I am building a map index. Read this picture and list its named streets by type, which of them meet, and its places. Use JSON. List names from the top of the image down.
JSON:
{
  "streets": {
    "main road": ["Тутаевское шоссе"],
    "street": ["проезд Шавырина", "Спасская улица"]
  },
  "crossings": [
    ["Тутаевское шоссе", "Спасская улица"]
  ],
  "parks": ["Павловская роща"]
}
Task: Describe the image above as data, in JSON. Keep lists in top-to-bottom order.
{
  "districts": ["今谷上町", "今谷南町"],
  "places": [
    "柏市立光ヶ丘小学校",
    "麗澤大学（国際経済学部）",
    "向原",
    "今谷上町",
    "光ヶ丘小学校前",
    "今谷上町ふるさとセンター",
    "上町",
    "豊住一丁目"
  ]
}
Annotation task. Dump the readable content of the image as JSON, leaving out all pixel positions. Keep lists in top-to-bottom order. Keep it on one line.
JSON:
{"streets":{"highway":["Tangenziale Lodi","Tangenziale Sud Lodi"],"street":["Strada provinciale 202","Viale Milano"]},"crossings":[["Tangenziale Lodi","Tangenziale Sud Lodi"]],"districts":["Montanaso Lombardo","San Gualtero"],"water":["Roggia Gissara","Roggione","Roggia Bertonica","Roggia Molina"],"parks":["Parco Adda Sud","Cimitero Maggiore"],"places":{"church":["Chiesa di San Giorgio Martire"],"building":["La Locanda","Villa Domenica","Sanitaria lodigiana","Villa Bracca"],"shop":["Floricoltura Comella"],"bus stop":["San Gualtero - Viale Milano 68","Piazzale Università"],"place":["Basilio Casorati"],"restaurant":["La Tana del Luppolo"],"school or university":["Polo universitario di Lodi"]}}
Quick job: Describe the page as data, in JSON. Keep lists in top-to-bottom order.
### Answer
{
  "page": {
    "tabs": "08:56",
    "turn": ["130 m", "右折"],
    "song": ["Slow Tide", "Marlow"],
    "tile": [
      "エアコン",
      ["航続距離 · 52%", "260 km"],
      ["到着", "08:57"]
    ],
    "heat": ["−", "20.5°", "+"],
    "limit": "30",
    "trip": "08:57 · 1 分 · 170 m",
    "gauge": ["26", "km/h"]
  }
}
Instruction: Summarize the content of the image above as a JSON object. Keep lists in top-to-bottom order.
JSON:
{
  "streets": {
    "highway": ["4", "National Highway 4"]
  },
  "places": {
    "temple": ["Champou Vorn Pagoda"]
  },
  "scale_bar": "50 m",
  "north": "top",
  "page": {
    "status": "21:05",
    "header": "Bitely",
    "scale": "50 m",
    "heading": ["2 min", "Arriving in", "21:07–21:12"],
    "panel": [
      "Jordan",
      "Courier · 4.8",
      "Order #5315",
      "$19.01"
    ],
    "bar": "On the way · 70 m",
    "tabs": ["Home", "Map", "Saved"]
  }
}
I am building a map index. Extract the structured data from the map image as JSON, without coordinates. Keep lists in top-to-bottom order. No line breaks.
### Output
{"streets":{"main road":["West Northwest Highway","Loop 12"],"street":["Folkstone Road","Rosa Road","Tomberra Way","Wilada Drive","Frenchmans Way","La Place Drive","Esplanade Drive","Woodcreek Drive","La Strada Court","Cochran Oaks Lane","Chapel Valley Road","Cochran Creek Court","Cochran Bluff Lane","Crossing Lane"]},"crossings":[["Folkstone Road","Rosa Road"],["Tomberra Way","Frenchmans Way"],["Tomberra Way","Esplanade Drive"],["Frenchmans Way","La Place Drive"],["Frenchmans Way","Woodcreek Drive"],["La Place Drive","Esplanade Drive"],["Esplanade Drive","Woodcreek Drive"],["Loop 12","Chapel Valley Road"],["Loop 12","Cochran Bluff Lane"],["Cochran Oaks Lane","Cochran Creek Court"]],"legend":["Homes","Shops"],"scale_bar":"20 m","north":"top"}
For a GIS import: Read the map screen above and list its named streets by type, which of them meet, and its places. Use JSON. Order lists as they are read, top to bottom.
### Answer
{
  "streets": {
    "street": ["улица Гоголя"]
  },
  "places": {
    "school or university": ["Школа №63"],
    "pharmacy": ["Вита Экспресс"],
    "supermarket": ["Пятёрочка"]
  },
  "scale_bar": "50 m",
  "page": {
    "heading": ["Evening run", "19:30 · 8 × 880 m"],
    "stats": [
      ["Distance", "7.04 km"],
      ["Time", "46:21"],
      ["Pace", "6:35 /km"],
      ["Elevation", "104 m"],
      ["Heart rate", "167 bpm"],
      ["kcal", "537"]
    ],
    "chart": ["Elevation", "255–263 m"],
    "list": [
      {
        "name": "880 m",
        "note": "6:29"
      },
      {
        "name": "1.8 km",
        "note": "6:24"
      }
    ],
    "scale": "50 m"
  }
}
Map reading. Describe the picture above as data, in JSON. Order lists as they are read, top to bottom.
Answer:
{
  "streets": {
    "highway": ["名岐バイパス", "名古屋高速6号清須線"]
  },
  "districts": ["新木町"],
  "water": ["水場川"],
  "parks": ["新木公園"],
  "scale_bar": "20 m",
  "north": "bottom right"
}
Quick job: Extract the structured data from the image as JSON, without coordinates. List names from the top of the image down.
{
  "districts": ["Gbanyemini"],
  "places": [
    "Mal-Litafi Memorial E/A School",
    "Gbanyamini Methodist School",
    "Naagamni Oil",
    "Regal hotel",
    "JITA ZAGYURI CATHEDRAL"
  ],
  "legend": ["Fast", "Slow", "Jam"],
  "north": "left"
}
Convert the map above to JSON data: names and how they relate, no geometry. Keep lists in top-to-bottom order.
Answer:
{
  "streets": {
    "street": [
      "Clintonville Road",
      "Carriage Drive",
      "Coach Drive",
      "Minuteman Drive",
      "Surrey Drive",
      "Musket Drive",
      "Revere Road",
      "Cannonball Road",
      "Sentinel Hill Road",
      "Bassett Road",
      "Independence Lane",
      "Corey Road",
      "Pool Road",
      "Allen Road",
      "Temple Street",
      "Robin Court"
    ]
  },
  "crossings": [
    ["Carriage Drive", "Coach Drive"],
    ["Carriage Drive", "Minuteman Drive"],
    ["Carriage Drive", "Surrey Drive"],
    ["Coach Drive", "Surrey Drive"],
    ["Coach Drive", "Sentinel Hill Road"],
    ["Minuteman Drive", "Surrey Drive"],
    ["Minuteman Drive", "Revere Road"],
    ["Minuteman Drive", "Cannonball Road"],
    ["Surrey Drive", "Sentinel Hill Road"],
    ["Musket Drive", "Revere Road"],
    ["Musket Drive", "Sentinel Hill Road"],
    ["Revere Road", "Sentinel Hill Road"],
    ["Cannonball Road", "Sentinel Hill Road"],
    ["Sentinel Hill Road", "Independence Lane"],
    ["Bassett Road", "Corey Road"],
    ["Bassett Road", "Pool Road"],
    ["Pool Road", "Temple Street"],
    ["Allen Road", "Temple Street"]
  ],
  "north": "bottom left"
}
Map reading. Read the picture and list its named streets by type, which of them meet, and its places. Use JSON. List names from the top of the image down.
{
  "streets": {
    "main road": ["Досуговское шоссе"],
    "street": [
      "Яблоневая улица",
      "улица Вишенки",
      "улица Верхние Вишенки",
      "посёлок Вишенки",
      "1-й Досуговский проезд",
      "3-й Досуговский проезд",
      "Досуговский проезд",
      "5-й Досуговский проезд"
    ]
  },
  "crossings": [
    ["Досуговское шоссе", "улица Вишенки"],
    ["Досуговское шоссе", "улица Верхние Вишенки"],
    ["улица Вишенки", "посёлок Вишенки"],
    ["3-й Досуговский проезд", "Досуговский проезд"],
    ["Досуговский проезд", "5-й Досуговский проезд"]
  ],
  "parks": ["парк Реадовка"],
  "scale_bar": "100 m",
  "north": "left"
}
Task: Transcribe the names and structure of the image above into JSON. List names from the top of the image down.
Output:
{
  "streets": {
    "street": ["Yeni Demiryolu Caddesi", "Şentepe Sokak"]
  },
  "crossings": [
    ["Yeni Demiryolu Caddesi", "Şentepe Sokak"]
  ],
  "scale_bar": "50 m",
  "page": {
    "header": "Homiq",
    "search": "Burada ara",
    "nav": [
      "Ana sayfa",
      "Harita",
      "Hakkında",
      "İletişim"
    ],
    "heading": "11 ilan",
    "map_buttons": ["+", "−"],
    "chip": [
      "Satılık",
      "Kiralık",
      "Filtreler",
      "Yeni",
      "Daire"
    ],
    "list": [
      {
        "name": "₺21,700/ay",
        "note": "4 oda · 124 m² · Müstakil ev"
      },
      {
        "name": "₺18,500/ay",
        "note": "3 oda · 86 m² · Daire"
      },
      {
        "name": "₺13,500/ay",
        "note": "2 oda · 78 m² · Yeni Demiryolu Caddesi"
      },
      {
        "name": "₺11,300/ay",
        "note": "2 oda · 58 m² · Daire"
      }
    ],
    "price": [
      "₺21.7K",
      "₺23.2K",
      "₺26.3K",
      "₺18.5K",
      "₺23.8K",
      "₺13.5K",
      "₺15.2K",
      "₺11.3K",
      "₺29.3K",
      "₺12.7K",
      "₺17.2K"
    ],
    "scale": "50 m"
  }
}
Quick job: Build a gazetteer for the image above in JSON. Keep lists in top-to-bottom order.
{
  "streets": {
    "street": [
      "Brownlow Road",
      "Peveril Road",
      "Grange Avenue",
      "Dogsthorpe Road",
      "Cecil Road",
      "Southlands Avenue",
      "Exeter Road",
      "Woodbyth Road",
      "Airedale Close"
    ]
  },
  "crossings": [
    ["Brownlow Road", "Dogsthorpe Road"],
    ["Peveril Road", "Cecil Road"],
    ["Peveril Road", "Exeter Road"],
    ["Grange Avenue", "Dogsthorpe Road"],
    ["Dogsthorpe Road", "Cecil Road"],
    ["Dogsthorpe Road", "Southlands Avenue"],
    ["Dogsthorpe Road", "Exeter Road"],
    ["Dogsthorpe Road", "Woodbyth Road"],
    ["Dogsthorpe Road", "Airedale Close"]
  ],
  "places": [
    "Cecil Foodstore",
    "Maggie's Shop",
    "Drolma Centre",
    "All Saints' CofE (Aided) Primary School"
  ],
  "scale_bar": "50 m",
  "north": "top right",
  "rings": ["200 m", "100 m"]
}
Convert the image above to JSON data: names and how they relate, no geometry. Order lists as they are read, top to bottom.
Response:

------------------------------------------------------------------------

Select every line above that contains the word "index", and copy it.

I am building a map index. Read this picture and list its named streets by type, which of them meet, and its places. Use JSON. List names from the top of the image down.
I am building a map index. Extract the structured data from the map image as JSON, without coordinates. Keep lists in top-to-bottom order. No line breaks.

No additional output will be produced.